Video and audio segment end times (MLB)

Submitter: Scott Labrozzi Email: scott.labrozzi@mlb.com A question on recommendations:

Video and audio segment end times will not be the same (i.e. a/v AUs are essentially different durations) thus the last segments of audio and video in period[i] will not end at the same time. Assuming period-continuos, are there any recommendations around period[i+1]’s @start, the use of PTO and, for a SegmentTimeline, the @t value for the first segment of media in period[i+1]. For example some options could be:

1) Set the @start of period[i+1] to the end time of the media with the largest end time from period[i]. This will abut the end time of one media set from period[i] to the start of period[i+1] and require a PTO in period[i+1] for the other media. The first segment @t value for all media in period[i+1] can be 0.

2) Set the @start of period[i+1] to the end time of the media with the earliest end time from period[i]. This will abut the end time of one media set from period[i] to the start of period[i+1] and require a > 0 @t value for the first segment for all other media sets.

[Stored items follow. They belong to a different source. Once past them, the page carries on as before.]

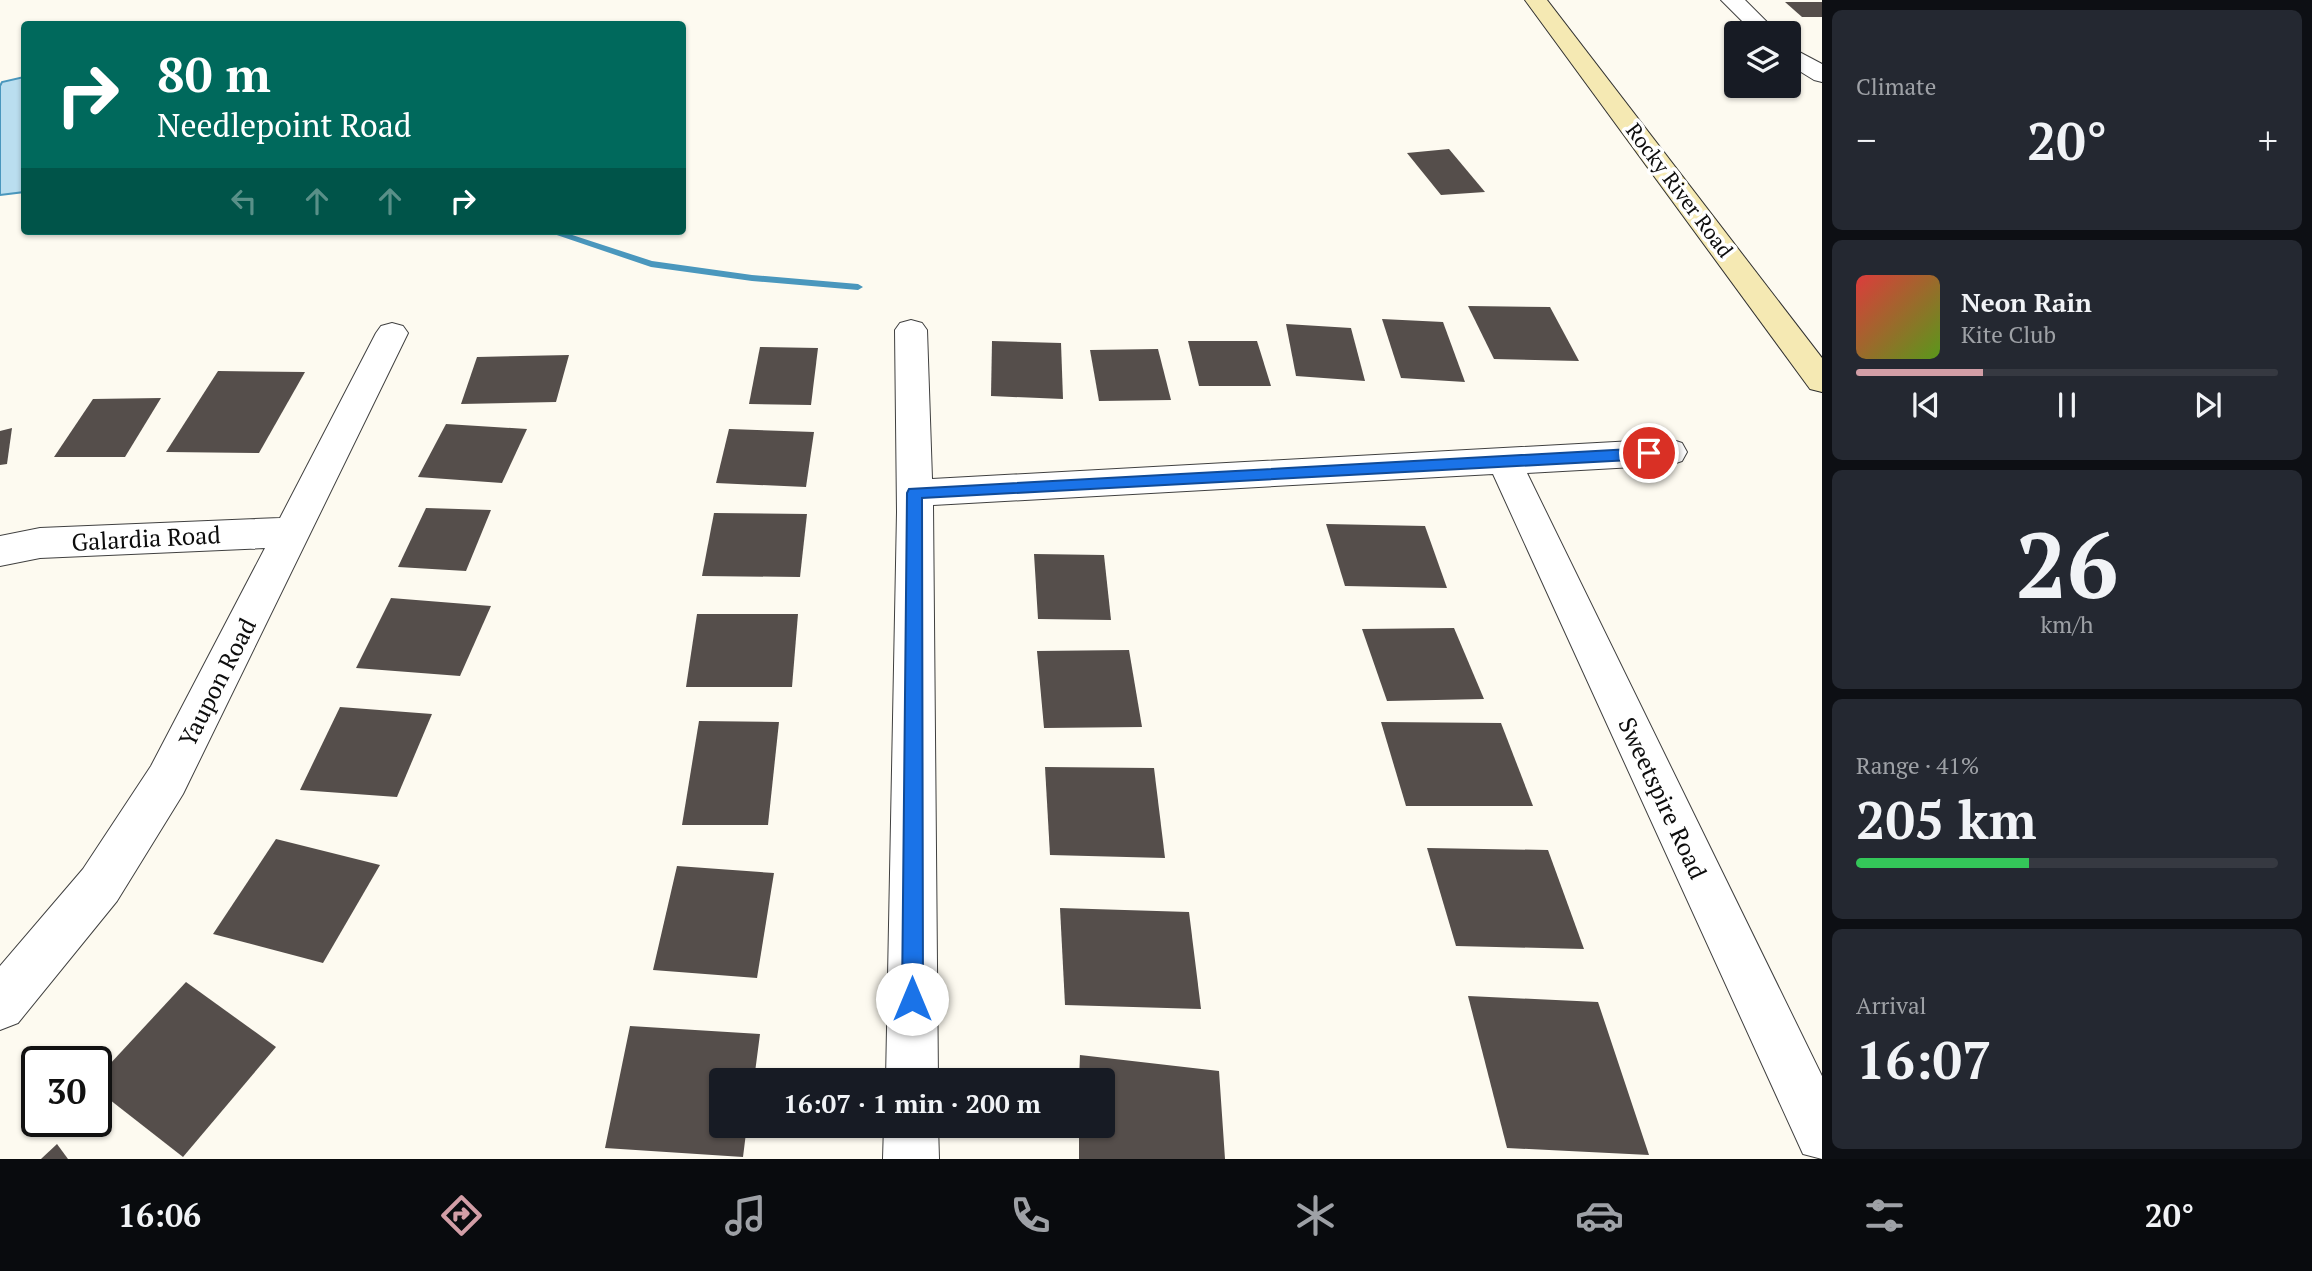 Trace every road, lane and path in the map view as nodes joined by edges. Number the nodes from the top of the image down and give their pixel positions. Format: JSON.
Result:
{"nodes":[{"id":1,"x":1536,"y":0,"type":"edge"},
{"id":2,"x":1732,"y":0,"type":"edge"},
{"id":3,"x":1754,"y":21,"type":"edge"},
{"id":4,"x":1801,"y":61,"type":"edge"},
{"id":5,"x":1822,"y":75,"type":"edge"},
{"id":6,"x":911,"y":330,"type":"dead end"},
{"id":7,"x":392,"y":333,"type":"dead end"},
{"id":8,"x":1822,"y":381,"type":"edge"},
{"id":9,"x":1670,"y":453,"type":"dead end"},
{"id":10,"x":1504,"y":461,"type":"junction"},
{"id":11,"x":915,"y":493,"type":"junction"},
{"id":12,"x":292,"y":532,"type":"junction"},
{"id":13,"x":0,"y":551,"type":"edge"},
{"id":14,"x":0,"y":1005,"type":"edge"},
{"id":15,"x":912,"y":1068,"type":"edge"},
{"id":16,"x":1822,"y":1135,"type":"edge"},
{"id":17,"x":911,"y":1138,"type":"edge"},
{"id":18,"x":911,"y":1159,"type":"edge"}],
"edges":[{"from":1,"to":8,"type":"street","name":"Rocky River Road"},
{"from":2,"to":3,"type":"street"},
{"from":4,"to":5,"type":"street"},
{"from":6,"to":11,"type":"street"},
{"from":7,"to":12,"type":"street","name":"Yaupon Road"},
{"from":9,"to":10,"type":"street"},
{"from":10,"to":11,"type":"street"},
{"from":10,"to":16,"type":"street","name":"Sweetspire Road"},
{"from":11,"to":15,"type":"street"},
{"from":12,"to":13,"type":"street","name":"Galardia Road"},
{"from":12,"to":14,"type":"street","name":"Yaupon Road"},
{"from":17,"to":18,"type":"street"}]}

3) Round up the @start of period[i+1] to say an integer second from the end time of the media with the largest end time from period[i]. No media will abut from their end times in period[i] to the start of period[i+1] and thus a require a PTO in period[i+1] for all media sets.

Furthermore, in the case of non-period-continuous, where for example one is splicing in, adding to the MPD, a VOD ad for period[i+1]. It is very likely that the audio and video for this VOD ad start at time 0 relative to one another. In other words, the timestamp of the first video and first audio are the same. We now have the case where audio and video from period[i] do not end at the same time but audio and video from period[i+1] do start at the same time.

4) Is there a recommendation (or requirement) in terms of how this is handled?

4.1) For example, I could imagine using approach 1) above BUT where the PTO is 0 for all media in period[i+1] is 0. This would leave a small timeline gap for media that does not abut to period[i+1].

4.1.1) in this case is there sufficient language to make it understood at the client there can be timeline gaps between the end of one period and the start of some media of the next period such that the client needs to do XYZ where XYZ is say fill with silence, repeat last video frame?

4.2) I don’t recall what / if any support is allowed regarding overlapping segments across periods. If overlapping media segments were possible, then one could use option 2) above except that the @t for all media in period[i+1] would be 0. This would mean though, as stated, that some media segments (ones not abutting to the start of period[i+1]) would spill / straddle from period[i] to period[i+1] and overlap in time the first media segments of some media in period[i+1].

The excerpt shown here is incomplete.